▶ Stored data entries
------------

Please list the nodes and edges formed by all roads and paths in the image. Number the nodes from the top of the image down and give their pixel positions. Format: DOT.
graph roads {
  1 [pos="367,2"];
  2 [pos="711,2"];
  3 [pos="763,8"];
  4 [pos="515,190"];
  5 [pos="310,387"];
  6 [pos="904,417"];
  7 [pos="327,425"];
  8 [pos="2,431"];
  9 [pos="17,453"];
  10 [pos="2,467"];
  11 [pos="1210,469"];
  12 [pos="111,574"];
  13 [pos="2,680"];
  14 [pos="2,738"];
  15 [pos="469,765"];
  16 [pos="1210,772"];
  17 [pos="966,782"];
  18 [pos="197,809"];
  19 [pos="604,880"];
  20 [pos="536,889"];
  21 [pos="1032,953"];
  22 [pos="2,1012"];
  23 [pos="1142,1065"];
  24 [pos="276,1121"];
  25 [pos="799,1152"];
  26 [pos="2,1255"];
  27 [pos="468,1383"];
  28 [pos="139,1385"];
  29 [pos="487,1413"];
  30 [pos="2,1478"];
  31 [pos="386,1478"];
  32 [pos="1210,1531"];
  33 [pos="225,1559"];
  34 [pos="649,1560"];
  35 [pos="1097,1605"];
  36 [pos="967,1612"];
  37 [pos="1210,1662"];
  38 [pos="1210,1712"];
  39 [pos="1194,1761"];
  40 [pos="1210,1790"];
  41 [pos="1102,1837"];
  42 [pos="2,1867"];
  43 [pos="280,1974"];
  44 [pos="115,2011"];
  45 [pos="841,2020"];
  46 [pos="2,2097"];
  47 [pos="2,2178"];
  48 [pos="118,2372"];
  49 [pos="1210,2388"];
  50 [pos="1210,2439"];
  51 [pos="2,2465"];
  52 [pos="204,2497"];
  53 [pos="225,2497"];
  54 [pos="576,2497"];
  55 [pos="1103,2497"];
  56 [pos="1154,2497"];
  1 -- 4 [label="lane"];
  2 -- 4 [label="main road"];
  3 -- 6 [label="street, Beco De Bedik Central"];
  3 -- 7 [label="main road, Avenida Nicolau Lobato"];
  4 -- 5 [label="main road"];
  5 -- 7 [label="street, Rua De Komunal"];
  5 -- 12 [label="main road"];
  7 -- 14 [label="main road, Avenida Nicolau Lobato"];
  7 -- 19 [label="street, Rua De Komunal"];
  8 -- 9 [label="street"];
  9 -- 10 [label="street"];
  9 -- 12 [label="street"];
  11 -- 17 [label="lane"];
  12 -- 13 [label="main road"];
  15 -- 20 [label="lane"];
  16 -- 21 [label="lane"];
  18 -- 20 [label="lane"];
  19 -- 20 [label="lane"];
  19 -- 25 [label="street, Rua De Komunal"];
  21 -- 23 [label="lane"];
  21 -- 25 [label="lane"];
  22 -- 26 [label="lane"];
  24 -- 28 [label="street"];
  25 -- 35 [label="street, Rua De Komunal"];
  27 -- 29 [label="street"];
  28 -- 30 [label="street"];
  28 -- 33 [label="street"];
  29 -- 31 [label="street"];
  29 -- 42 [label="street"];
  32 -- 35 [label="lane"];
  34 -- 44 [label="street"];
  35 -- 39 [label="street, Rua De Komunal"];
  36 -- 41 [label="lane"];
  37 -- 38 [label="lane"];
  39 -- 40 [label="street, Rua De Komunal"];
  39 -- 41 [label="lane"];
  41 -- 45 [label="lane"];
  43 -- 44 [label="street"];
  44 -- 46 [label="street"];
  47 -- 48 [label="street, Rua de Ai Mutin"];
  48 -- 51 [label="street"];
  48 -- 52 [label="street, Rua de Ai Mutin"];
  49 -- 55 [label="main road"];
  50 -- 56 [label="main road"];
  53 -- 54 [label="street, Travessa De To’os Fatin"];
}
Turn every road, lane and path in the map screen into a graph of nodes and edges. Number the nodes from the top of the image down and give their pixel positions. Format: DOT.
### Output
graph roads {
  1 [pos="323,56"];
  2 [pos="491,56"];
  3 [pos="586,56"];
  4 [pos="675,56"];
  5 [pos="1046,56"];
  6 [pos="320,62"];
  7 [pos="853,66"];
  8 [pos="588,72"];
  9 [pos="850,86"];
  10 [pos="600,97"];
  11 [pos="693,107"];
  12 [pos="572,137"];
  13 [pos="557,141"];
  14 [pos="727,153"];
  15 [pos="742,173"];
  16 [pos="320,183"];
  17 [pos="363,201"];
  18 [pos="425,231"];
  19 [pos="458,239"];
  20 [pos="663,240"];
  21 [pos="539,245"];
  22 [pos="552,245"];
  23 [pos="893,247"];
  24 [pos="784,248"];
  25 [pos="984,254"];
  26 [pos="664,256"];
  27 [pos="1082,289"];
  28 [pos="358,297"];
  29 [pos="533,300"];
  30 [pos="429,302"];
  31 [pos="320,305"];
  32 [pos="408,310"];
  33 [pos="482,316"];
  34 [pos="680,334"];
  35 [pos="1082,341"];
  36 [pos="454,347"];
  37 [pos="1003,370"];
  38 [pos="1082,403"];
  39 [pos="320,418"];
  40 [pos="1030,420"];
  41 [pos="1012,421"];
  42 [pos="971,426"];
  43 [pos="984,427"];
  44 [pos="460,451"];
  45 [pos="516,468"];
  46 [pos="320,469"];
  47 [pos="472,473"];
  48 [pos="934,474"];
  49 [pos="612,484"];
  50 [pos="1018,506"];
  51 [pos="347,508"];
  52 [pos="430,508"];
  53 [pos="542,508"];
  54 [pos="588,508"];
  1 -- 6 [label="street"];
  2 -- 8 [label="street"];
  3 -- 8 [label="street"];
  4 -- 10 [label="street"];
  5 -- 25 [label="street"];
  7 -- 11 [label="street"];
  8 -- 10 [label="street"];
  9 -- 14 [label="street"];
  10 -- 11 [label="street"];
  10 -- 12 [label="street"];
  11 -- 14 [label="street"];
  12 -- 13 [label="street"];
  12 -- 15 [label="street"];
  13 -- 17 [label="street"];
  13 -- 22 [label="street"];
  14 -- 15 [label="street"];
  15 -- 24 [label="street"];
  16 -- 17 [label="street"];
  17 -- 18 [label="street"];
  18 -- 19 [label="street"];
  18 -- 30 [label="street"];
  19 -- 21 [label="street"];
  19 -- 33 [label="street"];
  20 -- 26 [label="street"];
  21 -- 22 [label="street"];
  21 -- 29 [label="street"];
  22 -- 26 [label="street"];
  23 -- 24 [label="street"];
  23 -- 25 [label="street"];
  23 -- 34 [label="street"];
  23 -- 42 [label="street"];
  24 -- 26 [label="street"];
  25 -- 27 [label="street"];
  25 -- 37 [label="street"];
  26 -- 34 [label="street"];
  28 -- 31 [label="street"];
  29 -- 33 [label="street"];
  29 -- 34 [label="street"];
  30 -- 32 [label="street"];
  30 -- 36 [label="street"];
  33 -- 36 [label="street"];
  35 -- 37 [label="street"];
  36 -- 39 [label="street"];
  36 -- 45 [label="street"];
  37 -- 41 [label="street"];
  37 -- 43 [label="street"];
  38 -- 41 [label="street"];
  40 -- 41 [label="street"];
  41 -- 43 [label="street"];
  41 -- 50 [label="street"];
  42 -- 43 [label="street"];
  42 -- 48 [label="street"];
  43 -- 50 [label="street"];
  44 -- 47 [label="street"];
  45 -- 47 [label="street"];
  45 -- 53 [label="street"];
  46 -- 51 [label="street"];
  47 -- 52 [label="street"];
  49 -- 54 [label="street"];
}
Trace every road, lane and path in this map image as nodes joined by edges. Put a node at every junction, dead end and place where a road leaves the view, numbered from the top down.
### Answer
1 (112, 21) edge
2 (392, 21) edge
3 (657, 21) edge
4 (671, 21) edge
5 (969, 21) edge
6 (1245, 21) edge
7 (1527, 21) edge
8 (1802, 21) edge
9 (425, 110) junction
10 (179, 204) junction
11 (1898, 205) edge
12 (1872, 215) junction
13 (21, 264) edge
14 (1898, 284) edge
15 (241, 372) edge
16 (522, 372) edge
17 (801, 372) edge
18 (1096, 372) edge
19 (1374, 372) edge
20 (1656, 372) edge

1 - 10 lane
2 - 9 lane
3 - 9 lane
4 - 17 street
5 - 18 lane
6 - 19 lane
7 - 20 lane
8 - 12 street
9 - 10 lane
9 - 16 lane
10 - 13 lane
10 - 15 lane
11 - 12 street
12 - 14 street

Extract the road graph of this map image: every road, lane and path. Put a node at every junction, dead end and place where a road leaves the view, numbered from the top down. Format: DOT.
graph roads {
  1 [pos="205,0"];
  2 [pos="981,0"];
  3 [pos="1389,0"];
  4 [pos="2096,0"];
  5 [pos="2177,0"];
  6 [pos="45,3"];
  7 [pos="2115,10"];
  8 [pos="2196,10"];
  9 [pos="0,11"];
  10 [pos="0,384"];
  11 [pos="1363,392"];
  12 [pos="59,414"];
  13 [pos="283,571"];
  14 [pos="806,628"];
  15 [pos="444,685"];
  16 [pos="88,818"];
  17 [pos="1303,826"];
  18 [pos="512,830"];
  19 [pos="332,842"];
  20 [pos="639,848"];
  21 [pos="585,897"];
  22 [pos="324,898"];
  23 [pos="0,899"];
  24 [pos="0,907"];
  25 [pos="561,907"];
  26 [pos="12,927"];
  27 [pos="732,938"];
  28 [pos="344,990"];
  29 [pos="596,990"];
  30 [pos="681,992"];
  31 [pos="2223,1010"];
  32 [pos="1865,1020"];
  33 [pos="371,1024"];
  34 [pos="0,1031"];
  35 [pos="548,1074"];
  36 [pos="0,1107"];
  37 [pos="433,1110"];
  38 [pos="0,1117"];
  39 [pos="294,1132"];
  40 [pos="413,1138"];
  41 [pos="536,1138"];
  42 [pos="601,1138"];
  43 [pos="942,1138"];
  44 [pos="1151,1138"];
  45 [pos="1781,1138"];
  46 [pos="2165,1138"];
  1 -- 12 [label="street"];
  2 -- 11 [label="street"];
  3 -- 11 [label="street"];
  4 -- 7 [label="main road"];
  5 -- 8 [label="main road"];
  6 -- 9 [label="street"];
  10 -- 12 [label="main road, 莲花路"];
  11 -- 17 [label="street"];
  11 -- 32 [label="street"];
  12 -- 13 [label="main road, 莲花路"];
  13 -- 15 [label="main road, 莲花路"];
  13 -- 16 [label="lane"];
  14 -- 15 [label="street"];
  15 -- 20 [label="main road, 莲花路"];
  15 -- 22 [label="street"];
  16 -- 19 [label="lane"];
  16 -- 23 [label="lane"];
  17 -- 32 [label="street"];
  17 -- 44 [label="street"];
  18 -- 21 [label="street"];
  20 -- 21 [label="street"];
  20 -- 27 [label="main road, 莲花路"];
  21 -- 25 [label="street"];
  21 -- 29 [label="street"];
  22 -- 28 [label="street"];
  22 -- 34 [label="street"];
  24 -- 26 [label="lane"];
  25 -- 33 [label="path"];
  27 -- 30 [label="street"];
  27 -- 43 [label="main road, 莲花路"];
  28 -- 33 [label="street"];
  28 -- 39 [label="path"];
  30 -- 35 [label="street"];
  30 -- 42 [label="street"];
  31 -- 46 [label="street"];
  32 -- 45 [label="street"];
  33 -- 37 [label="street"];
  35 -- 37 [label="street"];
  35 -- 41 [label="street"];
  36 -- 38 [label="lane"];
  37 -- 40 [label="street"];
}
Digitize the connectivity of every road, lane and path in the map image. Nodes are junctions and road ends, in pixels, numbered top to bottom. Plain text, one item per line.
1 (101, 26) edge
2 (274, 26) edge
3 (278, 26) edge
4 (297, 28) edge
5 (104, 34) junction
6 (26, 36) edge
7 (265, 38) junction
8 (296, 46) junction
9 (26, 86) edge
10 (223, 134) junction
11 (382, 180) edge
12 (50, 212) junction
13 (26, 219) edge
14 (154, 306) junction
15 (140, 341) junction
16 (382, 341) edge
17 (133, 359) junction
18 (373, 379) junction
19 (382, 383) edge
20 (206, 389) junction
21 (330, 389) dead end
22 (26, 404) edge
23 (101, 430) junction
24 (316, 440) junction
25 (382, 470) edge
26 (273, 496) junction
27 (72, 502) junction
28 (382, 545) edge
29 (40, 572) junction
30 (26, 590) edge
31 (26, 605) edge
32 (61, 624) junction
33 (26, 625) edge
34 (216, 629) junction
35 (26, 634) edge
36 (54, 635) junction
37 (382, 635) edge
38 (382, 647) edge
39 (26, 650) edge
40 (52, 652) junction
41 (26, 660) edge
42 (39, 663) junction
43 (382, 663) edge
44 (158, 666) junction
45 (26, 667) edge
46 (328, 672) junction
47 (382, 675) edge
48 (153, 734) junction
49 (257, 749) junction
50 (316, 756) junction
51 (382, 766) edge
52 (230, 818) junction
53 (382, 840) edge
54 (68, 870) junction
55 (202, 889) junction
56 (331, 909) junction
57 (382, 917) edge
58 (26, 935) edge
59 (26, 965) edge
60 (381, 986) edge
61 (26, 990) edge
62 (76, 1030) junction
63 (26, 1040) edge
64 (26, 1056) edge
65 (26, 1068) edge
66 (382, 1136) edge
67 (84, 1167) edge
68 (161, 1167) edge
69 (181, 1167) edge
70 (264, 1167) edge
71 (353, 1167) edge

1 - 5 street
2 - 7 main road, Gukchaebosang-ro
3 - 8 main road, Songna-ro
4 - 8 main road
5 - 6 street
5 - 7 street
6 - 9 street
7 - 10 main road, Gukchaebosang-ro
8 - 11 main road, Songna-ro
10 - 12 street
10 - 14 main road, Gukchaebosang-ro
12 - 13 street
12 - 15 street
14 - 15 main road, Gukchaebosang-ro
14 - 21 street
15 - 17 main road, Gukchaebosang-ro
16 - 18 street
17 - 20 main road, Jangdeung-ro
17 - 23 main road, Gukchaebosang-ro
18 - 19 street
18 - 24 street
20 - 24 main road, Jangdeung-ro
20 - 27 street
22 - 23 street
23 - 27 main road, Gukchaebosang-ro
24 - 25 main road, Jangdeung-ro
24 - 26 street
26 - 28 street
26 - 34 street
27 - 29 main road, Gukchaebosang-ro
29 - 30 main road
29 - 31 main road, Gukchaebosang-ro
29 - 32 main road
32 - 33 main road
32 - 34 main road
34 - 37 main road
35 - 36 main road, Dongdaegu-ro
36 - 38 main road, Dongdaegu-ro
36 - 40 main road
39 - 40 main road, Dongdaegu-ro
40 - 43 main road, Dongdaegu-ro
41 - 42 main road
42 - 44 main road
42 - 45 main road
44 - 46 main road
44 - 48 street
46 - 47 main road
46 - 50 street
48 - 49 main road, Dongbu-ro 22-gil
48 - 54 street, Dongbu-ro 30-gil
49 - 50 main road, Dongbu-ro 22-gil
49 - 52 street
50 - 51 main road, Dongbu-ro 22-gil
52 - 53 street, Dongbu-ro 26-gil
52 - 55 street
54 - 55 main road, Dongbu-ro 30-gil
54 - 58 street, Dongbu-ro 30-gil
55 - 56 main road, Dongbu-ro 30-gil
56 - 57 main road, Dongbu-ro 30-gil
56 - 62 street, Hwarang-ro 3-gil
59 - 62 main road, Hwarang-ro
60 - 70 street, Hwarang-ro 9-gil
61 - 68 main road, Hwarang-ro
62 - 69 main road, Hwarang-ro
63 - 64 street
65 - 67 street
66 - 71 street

------------

Go through the data above and copy each line in which "leaves" appears.

Trace every road, lane and path in this map image as nodes joined by edges. Put a node at every junction, dead end and place where a road leaves the view, numbered from the top down.
Extract the road graph of this map image: every road, lane and path. Put a node at every junction, dead end and place where a road leaves the view, numbered from the top down. Format: DOT.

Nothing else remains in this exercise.